Continuing Pete Sargeant’s lunchtime conversation with master bassist and musician ANDY FRASER….

www.mctrax.com

FH: Thing is…we saw Paul (Rodgers) again not long ago and in many ways you are in the same place creatively, he is very enthusiastic about making music still and you seem more enthusiastic than ever, with McTrax happening and all – unless you’re acting, of course..

AF: (Laughs) Ha! I wish I could act!

So in a way, whatever gulf there was that evolved between you two…it might be history

Yeah, but probably the last chance was this recent thing (2012 Olympics gig – PS)..see, we all agreed between ourselves to do the show…the opening… and that went all sideways , that was the first time we’d ever agreed

This was with Simon, who we saw at Ronnie’s Chess show in London and drumming alongside Andy Newmark….

We were rehearsing down at Sensible the week before they came in, so we knew of the show…

Simon (Kirke)…peacemaker?

(Emphatically) Yes!!!! In Free, me and the two Pauls, we were three very different, distinct and strong characters and probably well and equally matched to keep each other in control. Simon had the ability to see three different perspectives and a way to pull them all together.

Yes, and not just musically but to sort of up the group effort I suppose. We’re a band lads, let’s…

Yeah, he definitely was a peacemaker and was able to bring three different people into the same space.

I’ve never met him. But maybe I will. He seems to have a bass player’s’ not mentality, but ambience about him. It’s usually the bass player that’s the steadier and the peacemaker. The guy who doesn’t wanna make a fuss or hog the spotlight. Or be uppity.

(Chuckles)

Was it Wilson Pickett who covered the song ‘Fire and Water’?

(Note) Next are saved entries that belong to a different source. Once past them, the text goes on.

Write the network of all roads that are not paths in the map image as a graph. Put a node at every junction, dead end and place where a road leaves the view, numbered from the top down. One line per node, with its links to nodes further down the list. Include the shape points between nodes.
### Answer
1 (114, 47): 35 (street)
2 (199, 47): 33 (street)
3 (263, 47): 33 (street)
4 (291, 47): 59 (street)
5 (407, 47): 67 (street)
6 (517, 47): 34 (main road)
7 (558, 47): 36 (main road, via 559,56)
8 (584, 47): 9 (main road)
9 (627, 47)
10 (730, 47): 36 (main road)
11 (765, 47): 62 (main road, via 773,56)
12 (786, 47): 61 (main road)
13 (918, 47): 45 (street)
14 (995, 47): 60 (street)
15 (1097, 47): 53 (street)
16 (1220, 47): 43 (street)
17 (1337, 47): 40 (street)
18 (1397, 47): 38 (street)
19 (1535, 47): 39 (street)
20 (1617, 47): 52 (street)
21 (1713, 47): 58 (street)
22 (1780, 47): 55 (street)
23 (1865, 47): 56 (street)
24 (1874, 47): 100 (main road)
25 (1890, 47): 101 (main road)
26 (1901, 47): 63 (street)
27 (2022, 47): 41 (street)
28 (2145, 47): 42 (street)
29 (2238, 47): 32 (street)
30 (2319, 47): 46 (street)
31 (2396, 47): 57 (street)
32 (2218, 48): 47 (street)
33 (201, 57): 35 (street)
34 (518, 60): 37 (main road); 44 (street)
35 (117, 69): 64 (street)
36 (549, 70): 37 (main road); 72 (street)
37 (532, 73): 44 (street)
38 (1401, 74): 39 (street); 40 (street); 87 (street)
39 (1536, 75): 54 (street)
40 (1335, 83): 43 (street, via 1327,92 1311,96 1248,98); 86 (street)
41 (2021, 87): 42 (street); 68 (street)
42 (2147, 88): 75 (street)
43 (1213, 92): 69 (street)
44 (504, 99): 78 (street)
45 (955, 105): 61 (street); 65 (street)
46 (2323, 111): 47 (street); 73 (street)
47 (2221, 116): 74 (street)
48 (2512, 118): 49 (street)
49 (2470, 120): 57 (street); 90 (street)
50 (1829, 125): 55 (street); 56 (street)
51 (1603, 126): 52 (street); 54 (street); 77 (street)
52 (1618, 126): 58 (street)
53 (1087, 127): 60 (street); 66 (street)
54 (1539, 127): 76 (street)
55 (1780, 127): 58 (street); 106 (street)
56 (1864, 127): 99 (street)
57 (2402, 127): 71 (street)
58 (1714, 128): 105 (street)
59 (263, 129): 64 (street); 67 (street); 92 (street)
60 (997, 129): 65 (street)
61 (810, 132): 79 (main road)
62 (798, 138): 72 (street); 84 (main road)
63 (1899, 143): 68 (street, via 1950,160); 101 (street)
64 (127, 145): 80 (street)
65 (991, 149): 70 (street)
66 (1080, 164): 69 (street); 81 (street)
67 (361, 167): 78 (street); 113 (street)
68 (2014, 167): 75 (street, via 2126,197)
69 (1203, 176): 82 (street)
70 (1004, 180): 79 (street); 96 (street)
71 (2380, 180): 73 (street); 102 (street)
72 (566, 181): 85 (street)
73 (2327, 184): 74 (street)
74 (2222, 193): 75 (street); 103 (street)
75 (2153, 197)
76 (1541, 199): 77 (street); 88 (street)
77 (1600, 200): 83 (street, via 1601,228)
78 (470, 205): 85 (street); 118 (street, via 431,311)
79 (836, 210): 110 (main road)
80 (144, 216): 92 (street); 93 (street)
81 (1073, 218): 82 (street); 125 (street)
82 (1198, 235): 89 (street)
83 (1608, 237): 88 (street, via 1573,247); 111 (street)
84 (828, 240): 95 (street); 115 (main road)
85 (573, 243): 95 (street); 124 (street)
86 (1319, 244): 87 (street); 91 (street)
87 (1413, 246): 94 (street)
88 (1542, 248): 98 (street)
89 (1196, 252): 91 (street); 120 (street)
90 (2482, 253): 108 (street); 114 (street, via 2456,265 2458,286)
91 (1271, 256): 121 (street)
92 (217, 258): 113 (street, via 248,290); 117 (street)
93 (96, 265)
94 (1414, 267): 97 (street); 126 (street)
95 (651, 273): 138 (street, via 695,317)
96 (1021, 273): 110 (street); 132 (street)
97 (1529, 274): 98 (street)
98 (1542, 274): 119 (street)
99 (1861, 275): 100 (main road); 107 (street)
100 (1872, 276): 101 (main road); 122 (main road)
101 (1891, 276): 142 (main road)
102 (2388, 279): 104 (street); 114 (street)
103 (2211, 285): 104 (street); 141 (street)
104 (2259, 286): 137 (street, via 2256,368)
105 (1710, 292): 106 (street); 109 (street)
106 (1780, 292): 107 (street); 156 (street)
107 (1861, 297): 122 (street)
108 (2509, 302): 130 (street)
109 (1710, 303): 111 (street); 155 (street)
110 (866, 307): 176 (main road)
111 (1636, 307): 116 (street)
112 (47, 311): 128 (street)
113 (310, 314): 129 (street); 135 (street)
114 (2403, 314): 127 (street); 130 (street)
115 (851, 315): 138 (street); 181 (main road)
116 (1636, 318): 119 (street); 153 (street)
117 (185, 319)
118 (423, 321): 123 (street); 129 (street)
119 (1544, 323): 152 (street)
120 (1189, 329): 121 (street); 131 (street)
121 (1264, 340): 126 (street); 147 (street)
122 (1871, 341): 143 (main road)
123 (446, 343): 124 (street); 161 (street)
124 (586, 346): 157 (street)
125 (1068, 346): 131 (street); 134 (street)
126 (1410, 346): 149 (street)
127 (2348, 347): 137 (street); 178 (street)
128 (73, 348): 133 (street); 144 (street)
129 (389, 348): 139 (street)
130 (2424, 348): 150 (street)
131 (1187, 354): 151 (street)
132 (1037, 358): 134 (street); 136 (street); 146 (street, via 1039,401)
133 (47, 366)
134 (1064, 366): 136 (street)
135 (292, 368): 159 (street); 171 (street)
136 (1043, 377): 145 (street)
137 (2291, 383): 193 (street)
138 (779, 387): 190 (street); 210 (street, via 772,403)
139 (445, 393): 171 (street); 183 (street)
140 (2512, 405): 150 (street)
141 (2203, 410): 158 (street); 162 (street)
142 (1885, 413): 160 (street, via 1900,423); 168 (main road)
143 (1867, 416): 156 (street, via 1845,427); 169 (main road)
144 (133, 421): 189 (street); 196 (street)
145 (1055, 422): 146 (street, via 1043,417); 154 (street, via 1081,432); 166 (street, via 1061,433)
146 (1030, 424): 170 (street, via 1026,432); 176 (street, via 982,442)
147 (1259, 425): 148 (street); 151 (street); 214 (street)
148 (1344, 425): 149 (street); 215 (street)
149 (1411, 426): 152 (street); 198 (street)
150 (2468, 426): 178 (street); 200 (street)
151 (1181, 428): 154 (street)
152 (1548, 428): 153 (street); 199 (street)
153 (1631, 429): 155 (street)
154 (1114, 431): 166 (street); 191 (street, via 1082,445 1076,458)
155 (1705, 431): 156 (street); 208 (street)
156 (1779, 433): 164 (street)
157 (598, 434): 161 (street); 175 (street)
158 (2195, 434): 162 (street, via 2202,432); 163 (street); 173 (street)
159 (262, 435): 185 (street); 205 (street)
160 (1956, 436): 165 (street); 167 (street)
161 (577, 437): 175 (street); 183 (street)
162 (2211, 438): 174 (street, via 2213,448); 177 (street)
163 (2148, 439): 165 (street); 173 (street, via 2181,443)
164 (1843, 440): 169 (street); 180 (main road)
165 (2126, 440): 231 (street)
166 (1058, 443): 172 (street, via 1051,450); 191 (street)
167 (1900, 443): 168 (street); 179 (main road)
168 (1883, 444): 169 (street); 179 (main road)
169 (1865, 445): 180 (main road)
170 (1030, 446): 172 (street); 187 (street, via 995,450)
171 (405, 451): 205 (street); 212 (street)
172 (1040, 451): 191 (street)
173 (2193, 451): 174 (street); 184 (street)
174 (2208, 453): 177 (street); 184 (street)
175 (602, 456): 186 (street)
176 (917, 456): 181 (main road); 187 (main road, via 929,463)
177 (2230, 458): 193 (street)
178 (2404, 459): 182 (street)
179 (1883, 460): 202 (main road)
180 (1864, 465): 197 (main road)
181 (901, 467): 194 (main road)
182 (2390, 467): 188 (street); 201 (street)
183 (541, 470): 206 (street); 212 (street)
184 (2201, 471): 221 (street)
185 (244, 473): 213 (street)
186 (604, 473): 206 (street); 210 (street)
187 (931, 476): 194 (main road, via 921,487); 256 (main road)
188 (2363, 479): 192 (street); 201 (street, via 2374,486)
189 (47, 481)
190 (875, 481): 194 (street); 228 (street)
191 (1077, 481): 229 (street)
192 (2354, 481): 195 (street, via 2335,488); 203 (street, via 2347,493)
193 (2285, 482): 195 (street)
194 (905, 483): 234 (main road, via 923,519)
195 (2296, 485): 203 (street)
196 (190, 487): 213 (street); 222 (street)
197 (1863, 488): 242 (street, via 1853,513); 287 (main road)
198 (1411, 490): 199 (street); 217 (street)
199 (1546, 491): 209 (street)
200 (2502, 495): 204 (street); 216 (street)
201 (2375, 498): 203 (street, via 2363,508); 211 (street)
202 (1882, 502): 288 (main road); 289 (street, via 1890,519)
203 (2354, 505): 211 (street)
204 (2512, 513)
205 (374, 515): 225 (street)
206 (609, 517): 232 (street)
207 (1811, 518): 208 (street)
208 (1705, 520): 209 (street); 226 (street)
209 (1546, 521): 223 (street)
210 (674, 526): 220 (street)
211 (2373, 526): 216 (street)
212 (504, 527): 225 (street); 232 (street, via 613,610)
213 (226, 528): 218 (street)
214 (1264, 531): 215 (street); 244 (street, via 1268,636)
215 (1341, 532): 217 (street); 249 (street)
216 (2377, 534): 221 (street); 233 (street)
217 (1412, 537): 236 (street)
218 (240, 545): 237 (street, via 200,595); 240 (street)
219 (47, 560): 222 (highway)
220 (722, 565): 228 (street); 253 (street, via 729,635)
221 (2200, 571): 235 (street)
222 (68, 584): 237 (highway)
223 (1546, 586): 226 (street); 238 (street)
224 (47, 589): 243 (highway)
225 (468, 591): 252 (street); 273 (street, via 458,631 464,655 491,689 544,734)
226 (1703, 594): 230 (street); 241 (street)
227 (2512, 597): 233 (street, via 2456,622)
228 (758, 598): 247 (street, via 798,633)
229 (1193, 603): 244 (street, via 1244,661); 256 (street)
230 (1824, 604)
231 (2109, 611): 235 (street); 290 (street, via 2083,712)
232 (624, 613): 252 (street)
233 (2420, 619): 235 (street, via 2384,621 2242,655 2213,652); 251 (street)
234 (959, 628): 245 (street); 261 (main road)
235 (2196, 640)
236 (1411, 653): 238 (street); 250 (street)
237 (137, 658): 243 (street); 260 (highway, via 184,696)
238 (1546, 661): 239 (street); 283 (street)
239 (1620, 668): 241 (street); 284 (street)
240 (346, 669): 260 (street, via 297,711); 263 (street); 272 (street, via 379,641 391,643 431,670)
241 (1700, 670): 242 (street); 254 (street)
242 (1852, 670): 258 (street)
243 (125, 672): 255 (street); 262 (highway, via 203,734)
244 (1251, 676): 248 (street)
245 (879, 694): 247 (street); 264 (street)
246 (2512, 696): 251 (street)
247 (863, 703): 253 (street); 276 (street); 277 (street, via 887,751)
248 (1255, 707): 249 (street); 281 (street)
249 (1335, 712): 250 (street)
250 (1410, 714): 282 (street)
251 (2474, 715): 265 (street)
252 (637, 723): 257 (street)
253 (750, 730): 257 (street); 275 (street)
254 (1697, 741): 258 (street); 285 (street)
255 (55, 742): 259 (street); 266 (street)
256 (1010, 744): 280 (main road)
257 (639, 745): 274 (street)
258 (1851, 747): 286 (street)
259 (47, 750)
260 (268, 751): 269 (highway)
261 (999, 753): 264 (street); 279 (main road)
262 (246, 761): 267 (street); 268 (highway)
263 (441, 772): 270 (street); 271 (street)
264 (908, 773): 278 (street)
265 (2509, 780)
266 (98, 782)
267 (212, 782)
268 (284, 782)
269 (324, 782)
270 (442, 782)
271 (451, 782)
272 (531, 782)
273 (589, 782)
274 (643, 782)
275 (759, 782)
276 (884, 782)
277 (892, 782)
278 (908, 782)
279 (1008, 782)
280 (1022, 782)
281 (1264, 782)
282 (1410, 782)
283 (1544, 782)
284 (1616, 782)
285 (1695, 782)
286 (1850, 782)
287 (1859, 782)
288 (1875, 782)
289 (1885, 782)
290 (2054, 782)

It was sent to us very shortly after he recorded it because in order to cover someone else’s song you always need to get permission from the publishers so we were aware that he was going to do it.

Who wrote ‘Fire and Water’?

Paul (Rodgers) started it and I helped to finish it.

When I heard his version, I actually thought he was influenced by Paul. I thought that was weird that at the age he was he had Wilson Pickett sing a song he’d co-written.

We LOVED it !!

Did you meet Wilson?

Not at the time. We were big fans of both Wilson and Otis (Redding). So it was a huge compliment

Apparently, when Wilson heard the song he just said ‘I’m recording this’ and no one argued with him. ‘Fire and Water’ was very much a breakthrough album for you wasn’t it? That’s the one that’s got ‘Mr Big’ and ‘Remember” and ‘Don’t Say You Love Me’, ‘Heavy Load’, and ‘Oh I Wept.’ However, I think ‘Free Live’ was the next to be released? And that had ‘The Hunter’, the Albert King song. The impression I’m getting from talking to you is that Koss would have liked to have done that type of sound as the core of Free.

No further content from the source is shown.